--- Available data ---

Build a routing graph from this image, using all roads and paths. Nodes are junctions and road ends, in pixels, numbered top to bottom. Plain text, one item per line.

---
--- Available data ---

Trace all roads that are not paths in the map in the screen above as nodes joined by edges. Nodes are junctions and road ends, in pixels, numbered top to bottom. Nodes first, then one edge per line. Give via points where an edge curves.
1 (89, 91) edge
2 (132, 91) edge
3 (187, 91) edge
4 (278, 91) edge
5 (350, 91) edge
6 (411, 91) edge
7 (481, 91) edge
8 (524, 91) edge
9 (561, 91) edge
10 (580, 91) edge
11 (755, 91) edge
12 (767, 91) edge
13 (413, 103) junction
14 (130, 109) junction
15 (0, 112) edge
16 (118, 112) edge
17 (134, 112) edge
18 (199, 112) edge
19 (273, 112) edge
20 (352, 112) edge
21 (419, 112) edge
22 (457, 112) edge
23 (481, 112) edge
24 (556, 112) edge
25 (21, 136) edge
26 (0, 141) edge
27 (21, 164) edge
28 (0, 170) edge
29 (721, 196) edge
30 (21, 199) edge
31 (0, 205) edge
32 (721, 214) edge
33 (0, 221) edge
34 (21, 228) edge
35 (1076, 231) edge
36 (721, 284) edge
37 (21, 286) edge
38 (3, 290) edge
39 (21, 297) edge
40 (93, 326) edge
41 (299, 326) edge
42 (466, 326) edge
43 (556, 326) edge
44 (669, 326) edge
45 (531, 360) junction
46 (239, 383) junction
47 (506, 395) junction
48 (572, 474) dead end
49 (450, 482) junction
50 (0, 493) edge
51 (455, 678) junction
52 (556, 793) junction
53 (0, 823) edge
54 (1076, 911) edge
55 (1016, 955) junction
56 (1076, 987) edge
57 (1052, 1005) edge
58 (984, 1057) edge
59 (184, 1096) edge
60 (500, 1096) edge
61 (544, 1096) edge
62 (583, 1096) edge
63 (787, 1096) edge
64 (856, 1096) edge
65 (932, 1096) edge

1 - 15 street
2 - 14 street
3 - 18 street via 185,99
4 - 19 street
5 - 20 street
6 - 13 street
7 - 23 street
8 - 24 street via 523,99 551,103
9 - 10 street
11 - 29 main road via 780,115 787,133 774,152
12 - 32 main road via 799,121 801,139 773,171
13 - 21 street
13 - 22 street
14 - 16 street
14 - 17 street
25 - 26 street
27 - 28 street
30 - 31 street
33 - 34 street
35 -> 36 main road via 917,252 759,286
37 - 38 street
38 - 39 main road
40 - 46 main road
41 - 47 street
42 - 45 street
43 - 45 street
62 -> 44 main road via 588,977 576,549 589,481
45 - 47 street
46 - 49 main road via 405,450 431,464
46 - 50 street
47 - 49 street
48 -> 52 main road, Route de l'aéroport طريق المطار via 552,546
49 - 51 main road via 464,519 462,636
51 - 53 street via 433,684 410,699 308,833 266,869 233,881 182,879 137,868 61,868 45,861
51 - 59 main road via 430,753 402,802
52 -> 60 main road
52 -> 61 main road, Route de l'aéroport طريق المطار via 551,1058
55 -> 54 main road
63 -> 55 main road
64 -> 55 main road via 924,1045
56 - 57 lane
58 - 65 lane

---
--- Available data ---

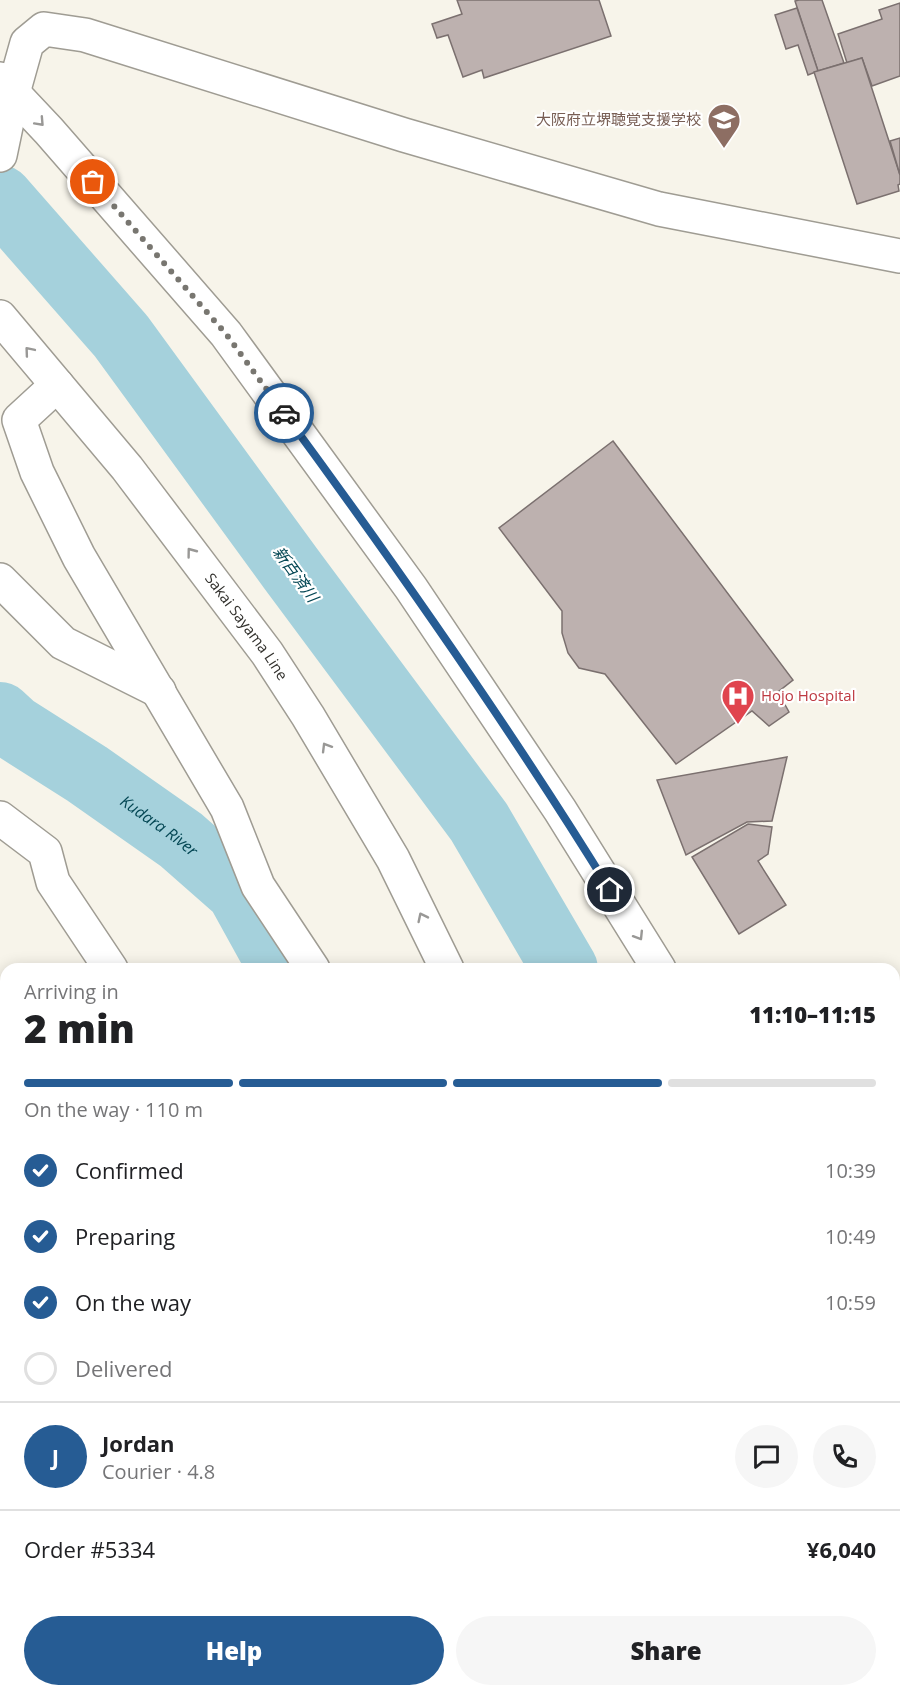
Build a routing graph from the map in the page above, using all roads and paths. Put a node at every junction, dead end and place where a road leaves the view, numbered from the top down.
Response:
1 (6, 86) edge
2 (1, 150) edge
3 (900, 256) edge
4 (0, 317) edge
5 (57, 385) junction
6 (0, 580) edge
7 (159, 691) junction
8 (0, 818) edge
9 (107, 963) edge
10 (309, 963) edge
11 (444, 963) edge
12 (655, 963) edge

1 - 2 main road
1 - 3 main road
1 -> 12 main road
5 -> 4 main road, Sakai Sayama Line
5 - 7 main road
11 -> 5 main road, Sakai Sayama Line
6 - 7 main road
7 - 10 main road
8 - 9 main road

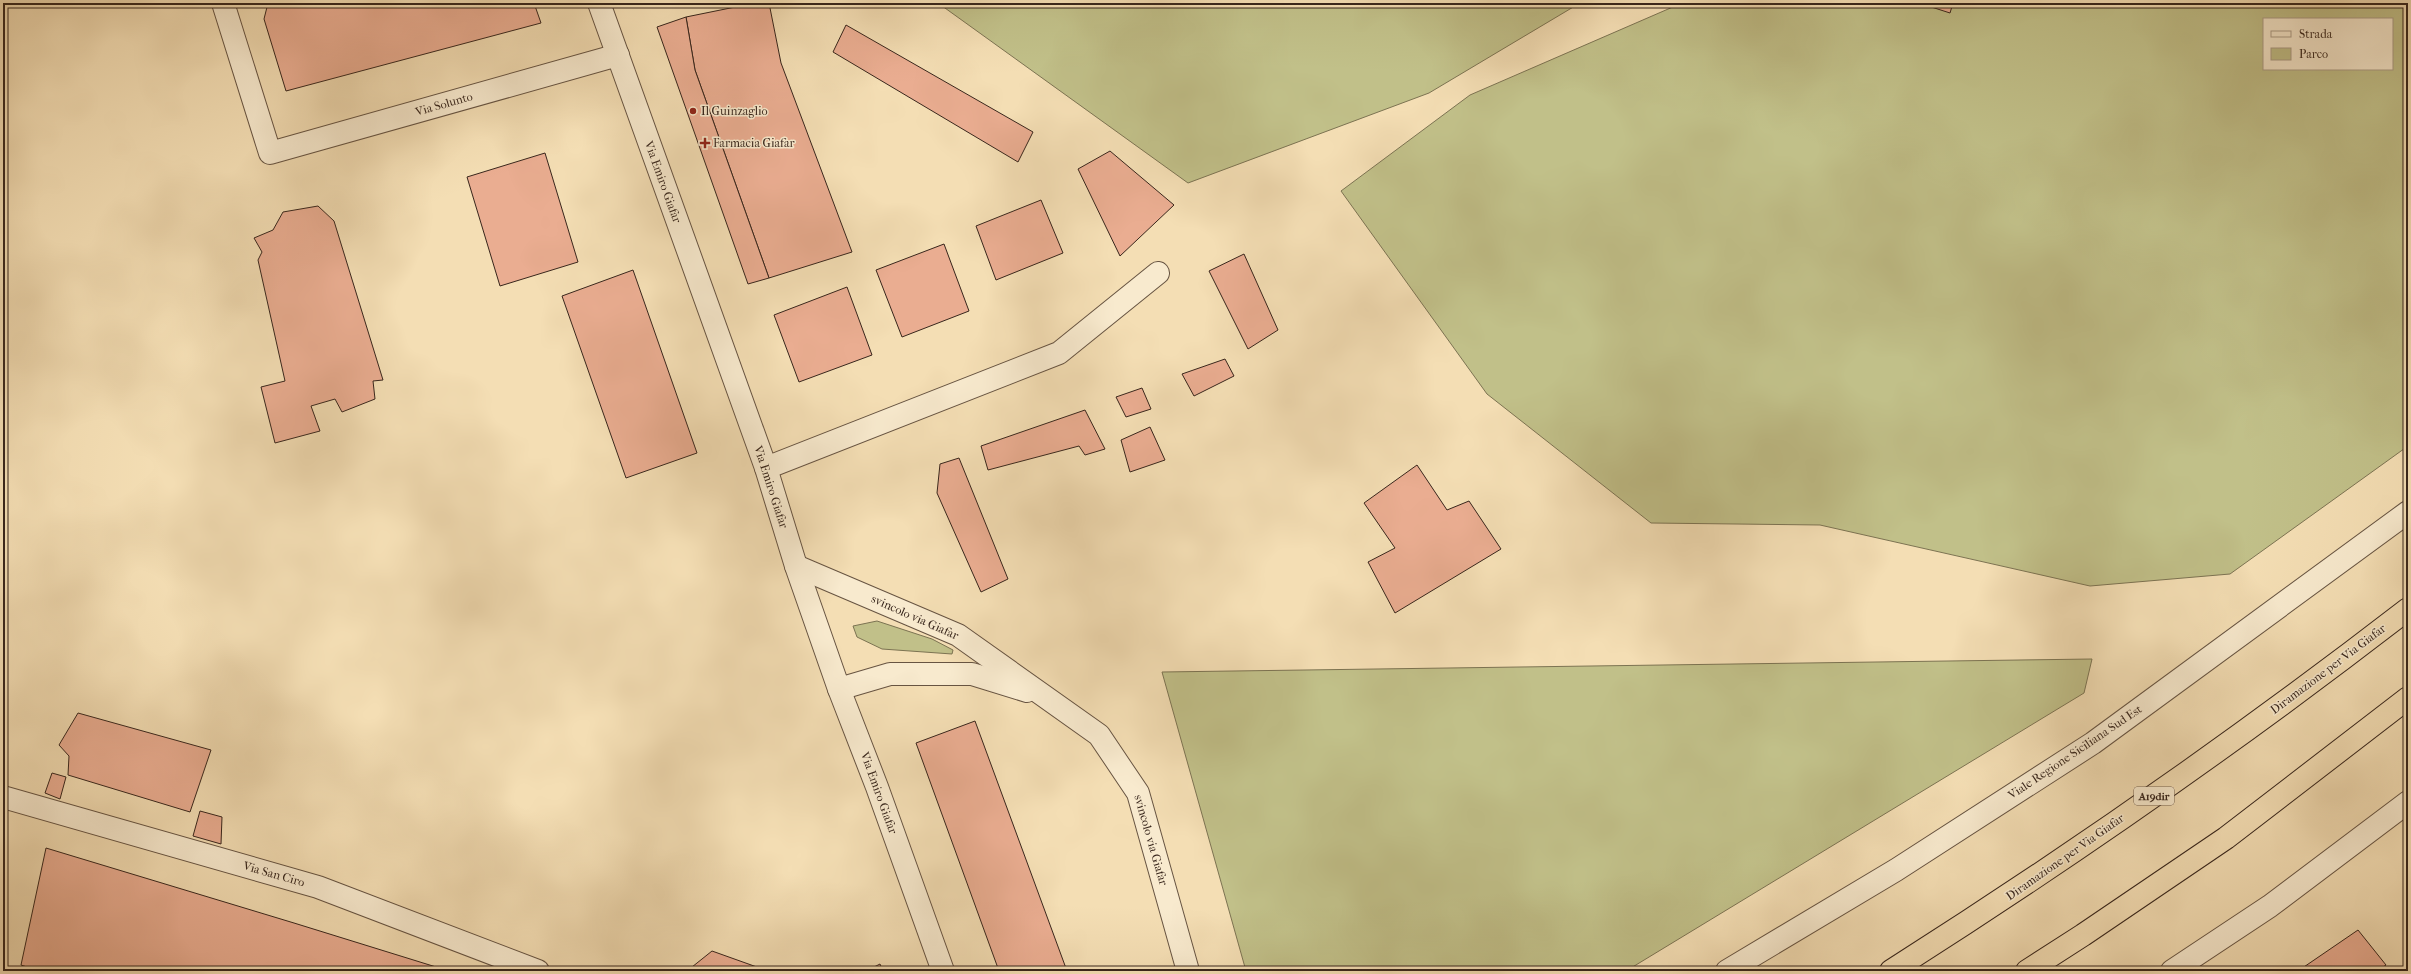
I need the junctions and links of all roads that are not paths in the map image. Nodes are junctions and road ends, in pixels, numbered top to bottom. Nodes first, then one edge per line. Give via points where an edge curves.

---

Goal of the exercise: Line for line, output the entries above from the line with "Build a routing graph from the" to the line with "I need the junctions", both included, and nothing more. Skip pictures.

Task answer:
Build a routing graph from the map in the page above, using all roads and paths. Put a node at every junction, dead end and place where a road leaves the view, numbered from the top down.
Response:
1 (6, 86) edge
2 (1, 150) edge
3 (900, 256) edge
4 (0, 317) edge
5 (57, 385) junction
6 (0, 580) edge
7 (159, 691) junction
8 (0, 818) edge
9 (107, 963) edge
10 (309, 963) edge
11 (444, 963) edge
12 (655, 963) edge

1 - 2 main road
1 - 3 main road
1 -> 12 main road
5 -> 4 main road, Sakai Sayama Line
5 - 7 main road
11 -> 5 main road, Sakai Sayama Line
6 - 7 main road
7 - 10 main road
8 - 9 main road

I need the junctions and links of all roads that are not paths in the map image. Nodes are junctions and road ends, in pixels, numbered top to bottom. Nodes first, then one edge per line. Give via points where an edge curves.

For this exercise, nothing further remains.